» **ENTRIES PROVIDED**
___

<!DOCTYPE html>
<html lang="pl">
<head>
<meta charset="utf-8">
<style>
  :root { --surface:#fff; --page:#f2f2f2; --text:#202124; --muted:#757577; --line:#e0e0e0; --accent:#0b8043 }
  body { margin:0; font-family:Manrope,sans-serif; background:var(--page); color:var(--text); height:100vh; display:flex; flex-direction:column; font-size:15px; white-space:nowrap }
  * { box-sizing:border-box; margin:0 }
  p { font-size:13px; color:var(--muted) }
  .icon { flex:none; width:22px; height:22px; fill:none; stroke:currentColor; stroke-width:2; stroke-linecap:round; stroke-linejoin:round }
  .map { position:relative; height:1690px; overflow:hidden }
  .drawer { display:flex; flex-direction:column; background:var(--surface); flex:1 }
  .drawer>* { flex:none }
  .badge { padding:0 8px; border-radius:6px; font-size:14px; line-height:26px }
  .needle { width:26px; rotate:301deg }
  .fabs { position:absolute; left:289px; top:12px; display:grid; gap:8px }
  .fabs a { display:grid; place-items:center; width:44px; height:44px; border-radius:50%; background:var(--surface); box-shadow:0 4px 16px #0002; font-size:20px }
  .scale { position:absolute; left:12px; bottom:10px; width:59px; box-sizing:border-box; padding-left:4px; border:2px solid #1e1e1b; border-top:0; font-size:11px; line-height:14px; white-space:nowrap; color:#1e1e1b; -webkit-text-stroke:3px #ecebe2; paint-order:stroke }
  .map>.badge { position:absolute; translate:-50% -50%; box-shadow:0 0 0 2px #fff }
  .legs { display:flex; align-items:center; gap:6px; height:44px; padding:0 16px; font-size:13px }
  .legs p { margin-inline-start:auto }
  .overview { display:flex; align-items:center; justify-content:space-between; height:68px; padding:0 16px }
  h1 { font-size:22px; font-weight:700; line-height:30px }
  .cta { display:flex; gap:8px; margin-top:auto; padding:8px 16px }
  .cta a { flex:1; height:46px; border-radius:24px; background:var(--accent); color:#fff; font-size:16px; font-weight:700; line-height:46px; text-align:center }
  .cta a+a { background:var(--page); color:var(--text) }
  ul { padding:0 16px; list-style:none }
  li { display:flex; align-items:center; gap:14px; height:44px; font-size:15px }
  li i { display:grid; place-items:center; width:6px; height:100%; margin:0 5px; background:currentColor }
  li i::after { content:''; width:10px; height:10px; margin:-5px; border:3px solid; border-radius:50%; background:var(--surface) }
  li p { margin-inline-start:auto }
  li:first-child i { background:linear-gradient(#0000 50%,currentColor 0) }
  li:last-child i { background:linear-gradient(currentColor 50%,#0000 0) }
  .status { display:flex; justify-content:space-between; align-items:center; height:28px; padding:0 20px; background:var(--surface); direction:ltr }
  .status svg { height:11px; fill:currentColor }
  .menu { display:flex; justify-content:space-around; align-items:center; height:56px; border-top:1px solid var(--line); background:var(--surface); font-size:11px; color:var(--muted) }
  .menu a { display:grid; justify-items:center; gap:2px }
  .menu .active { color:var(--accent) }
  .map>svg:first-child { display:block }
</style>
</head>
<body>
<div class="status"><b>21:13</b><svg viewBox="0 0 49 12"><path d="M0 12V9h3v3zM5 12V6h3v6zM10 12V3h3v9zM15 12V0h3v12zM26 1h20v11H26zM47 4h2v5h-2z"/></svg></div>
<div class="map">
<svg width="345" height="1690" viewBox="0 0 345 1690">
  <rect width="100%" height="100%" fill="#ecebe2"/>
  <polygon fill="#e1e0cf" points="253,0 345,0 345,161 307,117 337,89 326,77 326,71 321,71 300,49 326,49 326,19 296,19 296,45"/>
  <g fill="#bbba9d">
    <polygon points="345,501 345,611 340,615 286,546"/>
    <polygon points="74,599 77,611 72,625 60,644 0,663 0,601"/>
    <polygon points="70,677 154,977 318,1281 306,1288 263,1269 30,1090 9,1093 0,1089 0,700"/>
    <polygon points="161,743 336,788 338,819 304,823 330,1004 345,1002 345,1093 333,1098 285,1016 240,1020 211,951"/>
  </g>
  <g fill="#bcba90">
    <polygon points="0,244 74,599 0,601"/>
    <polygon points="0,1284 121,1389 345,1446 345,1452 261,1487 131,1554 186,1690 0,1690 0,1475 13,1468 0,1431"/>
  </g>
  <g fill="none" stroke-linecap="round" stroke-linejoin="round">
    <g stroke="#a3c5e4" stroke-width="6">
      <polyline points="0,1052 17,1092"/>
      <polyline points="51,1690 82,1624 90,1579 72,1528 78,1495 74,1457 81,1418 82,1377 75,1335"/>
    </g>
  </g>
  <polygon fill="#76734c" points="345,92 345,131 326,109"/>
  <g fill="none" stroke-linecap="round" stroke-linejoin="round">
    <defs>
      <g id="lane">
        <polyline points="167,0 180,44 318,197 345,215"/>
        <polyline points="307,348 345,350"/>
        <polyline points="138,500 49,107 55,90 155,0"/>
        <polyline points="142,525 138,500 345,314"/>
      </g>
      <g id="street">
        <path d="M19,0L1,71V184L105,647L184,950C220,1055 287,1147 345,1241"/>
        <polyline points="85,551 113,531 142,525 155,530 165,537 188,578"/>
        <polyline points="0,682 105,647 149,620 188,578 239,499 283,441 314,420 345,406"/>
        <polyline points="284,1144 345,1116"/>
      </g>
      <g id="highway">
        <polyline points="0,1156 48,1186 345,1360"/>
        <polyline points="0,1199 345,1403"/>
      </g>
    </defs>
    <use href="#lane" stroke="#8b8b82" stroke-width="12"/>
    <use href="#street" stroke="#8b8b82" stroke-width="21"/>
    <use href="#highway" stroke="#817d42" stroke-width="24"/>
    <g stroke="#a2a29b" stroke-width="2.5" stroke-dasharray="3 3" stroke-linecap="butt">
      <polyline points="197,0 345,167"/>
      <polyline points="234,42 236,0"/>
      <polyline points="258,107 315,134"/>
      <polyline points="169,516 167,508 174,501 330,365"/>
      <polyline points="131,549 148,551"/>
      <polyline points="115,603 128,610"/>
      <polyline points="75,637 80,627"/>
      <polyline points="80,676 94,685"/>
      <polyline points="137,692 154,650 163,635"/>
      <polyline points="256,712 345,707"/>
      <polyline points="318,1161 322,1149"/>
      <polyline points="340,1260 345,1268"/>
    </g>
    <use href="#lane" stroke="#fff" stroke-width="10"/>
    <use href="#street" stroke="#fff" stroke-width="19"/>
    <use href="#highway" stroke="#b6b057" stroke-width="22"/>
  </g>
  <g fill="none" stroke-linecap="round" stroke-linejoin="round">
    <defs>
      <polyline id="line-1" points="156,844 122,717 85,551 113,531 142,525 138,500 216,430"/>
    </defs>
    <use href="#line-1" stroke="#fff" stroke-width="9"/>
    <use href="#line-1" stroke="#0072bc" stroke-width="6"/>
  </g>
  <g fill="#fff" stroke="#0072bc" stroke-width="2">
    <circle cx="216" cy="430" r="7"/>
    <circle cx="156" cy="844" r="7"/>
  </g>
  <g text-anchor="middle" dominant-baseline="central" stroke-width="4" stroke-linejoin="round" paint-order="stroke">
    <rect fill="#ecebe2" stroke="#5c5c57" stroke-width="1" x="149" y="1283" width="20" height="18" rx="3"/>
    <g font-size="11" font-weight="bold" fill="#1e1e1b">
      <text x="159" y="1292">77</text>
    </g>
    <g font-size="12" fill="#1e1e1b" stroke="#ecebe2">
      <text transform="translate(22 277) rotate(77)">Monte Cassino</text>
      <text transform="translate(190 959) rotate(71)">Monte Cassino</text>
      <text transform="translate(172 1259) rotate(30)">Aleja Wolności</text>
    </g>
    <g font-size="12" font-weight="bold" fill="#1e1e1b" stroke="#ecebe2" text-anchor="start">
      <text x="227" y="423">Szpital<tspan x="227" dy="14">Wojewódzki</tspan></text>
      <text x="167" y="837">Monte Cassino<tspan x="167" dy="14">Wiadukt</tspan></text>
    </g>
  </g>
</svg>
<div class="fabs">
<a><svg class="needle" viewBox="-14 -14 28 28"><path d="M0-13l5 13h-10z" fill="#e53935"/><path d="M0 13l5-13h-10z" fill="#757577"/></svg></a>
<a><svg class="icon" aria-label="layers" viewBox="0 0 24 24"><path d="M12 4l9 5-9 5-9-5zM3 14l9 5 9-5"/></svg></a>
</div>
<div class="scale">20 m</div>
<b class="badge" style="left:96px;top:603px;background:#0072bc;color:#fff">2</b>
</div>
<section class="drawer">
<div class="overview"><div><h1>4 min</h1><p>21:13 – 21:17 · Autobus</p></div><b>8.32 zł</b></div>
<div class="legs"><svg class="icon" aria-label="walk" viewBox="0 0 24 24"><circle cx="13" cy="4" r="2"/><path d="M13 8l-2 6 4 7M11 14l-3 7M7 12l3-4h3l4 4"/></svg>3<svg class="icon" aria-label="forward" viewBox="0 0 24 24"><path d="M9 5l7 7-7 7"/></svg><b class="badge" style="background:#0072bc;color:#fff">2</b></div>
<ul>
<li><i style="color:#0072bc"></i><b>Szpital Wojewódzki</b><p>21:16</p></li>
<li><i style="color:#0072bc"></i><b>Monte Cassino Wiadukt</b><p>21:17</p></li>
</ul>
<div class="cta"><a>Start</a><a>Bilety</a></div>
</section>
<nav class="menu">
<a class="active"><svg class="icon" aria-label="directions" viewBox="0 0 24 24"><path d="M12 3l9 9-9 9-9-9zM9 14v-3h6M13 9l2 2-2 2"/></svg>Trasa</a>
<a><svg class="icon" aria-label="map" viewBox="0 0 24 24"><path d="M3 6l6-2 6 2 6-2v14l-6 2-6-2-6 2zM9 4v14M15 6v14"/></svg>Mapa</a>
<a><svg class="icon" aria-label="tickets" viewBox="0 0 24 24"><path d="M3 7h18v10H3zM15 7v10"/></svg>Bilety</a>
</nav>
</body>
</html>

___

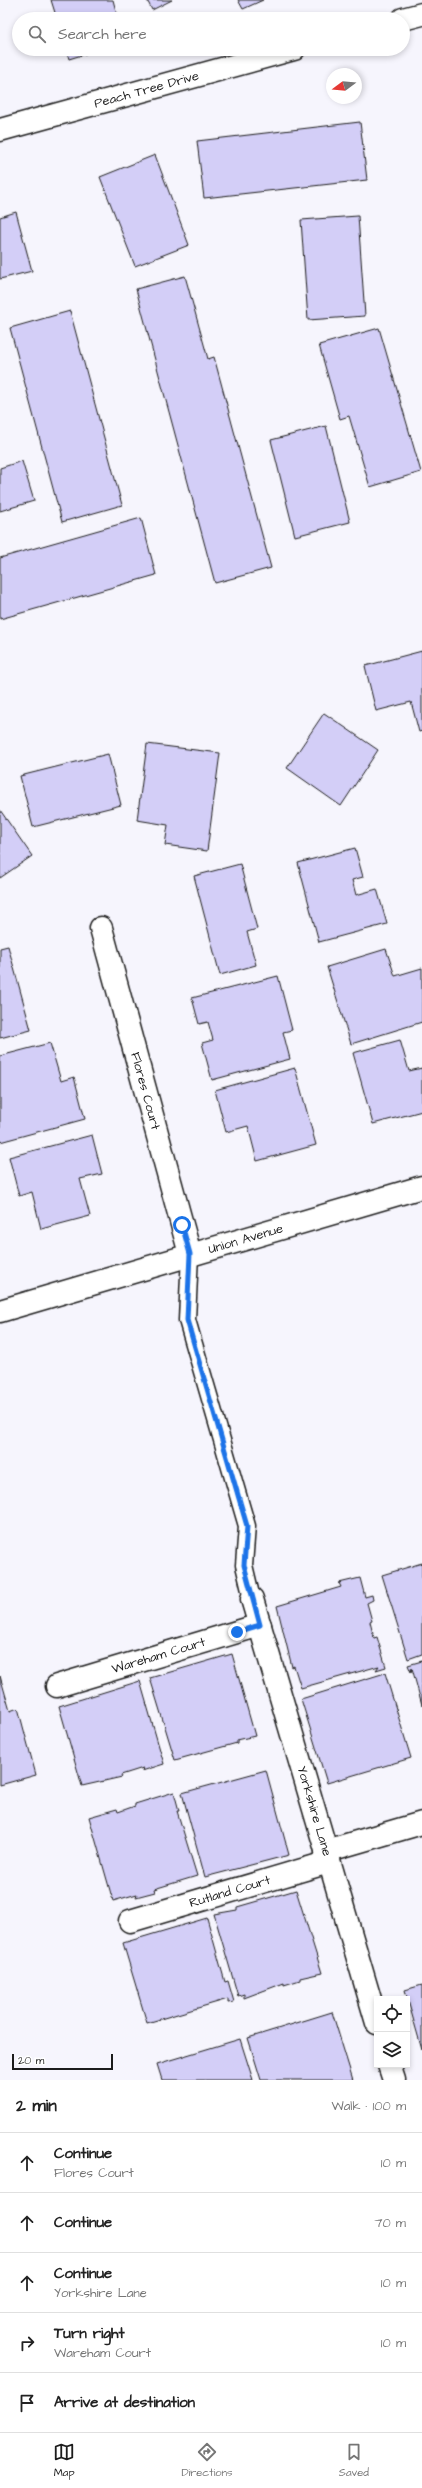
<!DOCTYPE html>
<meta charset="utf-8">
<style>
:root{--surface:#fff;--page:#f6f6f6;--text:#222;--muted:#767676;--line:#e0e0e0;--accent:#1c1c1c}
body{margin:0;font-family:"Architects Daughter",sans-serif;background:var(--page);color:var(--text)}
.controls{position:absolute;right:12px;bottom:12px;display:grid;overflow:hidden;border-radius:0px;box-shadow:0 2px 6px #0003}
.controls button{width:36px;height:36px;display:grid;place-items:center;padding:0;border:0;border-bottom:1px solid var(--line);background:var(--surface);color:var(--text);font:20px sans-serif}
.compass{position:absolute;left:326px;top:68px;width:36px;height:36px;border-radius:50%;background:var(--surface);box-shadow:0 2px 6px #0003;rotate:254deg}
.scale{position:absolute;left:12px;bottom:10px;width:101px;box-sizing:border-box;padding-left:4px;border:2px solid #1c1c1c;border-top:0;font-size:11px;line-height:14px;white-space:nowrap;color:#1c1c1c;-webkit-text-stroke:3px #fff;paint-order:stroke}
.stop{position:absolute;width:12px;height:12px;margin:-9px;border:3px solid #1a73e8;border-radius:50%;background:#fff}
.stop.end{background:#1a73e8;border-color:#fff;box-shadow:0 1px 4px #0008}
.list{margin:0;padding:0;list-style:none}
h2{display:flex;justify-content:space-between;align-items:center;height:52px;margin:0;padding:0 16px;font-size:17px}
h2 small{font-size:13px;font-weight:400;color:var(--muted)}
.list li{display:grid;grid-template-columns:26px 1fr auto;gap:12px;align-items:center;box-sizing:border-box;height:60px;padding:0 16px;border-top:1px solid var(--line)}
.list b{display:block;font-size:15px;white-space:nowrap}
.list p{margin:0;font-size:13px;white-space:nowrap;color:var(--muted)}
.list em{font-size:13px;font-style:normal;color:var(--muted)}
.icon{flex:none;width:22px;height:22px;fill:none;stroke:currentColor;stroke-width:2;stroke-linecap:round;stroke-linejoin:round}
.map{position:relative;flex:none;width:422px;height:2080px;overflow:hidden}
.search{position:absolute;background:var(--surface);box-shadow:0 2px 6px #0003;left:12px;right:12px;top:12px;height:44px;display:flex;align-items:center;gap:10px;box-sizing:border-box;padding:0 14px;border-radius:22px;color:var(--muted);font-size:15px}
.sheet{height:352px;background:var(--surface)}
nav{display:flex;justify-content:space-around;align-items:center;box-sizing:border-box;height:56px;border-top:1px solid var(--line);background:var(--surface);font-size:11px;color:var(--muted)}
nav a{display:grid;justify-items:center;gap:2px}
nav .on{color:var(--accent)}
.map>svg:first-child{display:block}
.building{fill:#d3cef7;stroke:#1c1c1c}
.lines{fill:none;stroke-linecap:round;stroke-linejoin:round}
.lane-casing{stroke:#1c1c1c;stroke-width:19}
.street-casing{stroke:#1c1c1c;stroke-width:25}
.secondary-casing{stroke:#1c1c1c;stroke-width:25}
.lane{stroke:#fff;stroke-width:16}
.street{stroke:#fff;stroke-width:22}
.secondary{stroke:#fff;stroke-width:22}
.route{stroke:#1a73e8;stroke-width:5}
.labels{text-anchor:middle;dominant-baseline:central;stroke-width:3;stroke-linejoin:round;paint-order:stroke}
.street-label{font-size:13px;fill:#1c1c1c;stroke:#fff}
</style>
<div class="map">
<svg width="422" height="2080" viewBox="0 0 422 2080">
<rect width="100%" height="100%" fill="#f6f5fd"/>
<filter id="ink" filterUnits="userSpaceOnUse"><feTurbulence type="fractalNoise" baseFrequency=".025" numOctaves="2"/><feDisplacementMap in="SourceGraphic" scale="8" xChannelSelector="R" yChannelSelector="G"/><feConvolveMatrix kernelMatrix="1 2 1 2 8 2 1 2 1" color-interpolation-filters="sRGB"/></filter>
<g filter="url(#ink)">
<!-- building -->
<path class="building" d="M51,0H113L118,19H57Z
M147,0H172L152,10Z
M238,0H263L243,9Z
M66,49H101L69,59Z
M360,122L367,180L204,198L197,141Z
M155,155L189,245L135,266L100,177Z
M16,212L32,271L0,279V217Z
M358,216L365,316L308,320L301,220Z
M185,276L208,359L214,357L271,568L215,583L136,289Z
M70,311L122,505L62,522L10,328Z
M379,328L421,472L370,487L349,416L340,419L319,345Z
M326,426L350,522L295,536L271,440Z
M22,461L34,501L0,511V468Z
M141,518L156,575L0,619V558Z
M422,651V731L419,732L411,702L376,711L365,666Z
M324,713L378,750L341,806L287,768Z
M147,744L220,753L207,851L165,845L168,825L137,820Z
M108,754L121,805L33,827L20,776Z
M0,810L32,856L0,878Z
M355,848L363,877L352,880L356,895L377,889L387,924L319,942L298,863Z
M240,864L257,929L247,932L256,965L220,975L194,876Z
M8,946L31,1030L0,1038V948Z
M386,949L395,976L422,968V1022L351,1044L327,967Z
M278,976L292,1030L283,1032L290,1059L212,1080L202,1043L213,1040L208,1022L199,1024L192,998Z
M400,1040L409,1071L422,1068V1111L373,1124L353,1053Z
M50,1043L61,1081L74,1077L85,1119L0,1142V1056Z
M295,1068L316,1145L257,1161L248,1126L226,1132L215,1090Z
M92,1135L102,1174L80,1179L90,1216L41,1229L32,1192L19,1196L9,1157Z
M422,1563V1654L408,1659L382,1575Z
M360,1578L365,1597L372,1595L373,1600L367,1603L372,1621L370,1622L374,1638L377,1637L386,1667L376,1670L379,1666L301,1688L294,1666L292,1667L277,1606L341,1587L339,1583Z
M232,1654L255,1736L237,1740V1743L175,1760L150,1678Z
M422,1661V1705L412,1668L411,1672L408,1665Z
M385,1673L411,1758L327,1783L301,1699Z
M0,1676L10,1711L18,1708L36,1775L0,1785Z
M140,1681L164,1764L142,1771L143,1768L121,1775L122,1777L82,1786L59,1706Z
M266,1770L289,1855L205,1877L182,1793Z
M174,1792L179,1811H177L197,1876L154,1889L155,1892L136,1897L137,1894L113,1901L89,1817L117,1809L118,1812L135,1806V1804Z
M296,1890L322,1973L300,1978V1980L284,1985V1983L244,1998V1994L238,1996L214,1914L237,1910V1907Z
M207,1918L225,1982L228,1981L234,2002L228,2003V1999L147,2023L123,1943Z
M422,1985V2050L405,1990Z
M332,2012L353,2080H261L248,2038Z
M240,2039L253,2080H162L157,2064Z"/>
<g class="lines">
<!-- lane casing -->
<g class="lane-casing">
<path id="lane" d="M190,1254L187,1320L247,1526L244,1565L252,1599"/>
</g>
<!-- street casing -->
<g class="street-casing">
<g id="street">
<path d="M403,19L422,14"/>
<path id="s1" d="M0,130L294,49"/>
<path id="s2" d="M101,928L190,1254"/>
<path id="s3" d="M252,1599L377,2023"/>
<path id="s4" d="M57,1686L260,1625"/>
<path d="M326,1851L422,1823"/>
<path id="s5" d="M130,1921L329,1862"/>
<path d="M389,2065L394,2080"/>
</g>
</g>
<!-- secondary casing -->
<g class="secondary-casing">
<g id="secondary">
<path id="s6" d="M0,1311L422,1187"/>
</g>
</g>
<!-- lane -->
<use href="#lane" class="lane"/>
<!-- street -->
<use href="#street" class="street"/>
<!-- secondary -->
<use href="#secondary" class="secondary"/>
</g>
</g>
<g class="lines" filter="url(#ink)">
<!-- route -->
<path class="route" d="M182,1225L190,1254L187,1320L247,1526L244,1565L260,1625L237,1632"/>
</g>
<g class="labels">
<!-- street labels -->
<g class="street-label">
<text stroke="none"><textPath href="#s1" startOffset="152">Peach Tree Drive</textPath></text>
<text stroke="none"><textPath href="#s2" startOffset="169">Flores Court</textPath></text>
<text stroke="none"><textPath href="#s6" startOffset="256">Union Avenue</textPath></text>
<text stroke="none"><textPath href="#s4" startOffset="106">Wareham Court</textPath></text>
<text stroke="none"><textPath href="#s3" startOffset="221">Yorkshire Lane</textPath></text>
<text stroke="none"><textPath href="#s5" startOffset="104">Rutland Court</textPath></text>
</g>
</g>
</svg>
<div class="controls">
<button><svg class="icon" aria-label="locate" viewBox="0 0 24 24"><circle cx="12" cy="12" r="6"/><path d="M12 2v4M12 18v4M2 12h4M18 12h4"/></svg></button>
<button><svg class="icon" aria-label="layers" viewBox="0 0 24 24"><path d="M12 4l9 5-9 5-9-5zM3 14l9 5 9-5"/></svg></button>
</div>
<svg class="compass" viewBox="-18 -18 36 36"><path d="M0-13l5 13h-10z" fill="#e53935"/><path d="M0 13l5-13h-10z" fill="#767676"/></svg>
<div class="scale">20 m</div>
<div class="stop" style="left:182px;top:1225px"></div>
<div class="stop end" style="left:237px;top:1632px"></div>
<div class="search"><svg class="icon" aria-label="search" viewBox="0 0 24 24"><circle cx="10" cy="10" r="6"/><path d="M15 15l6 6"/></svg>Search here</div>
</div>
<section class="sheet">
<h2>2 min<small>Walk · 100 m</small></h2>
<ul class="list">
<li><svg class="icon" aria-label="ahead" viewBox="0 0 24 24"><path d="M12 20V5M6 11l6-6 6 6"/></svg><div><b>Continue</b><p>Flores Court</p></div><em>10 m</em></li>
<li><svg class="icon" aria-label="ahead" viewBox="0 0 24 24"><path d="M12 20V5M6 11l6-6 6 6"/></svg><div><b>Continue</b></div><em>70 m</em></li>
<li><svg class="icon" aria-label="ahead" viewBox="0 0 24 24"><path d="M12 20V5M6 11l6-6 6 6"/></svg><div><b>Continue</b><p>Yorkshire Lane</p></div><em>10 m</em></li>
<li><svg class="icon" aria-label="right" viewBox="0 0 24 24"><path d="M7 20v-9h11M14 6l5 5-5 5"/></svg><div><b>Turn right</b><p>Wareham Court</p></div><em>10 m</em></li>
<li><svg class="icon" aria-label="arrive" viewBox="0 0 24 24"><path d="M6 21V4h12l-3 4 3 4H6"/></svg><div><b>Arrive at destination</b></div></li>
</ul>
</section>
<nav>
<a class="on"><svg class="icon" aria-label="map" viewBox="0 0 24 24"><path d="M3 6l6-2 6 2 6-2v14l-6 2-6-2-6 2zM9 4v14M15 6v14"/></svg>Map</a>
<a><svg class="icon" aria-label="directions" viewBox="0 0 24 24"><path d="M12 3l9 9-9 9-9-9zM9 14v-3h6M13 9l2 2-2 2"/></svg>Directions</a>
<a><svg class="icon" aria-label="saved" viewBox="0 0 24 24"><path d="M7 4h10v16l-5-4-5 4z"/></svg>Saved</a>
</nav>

___

» **TASK DETAILS**
Beginning with the line holding "flex:1; height:46px; border-radius:24px;" and ending with the line holding "content:''; width:10px; height:10px;", write out the stretch of material above exactly; add no further lines.

» **RESPONSE**
  .cta a { flex:1; height:46px; border-radius:24px; background:var(--accent); color:#fff; font-size:16px; font-weight:700; line-height:46px; text-align:center }
  .cta a+a { background:var(--page); color:var(--text) }
  ul { padding:0 16px; list-style:none }
  li { display:flex; align-items:center; gap:14px; height:44px; font-size:15px }
  li i { display:grid; place-items:center; width:6px; height:100%; margin:0 5px; background:currentColor }
  li i::after { content:''; width:10px; height:10px; margin:-5px; border:3px solid; border-radius:50%; background:var(--surface) }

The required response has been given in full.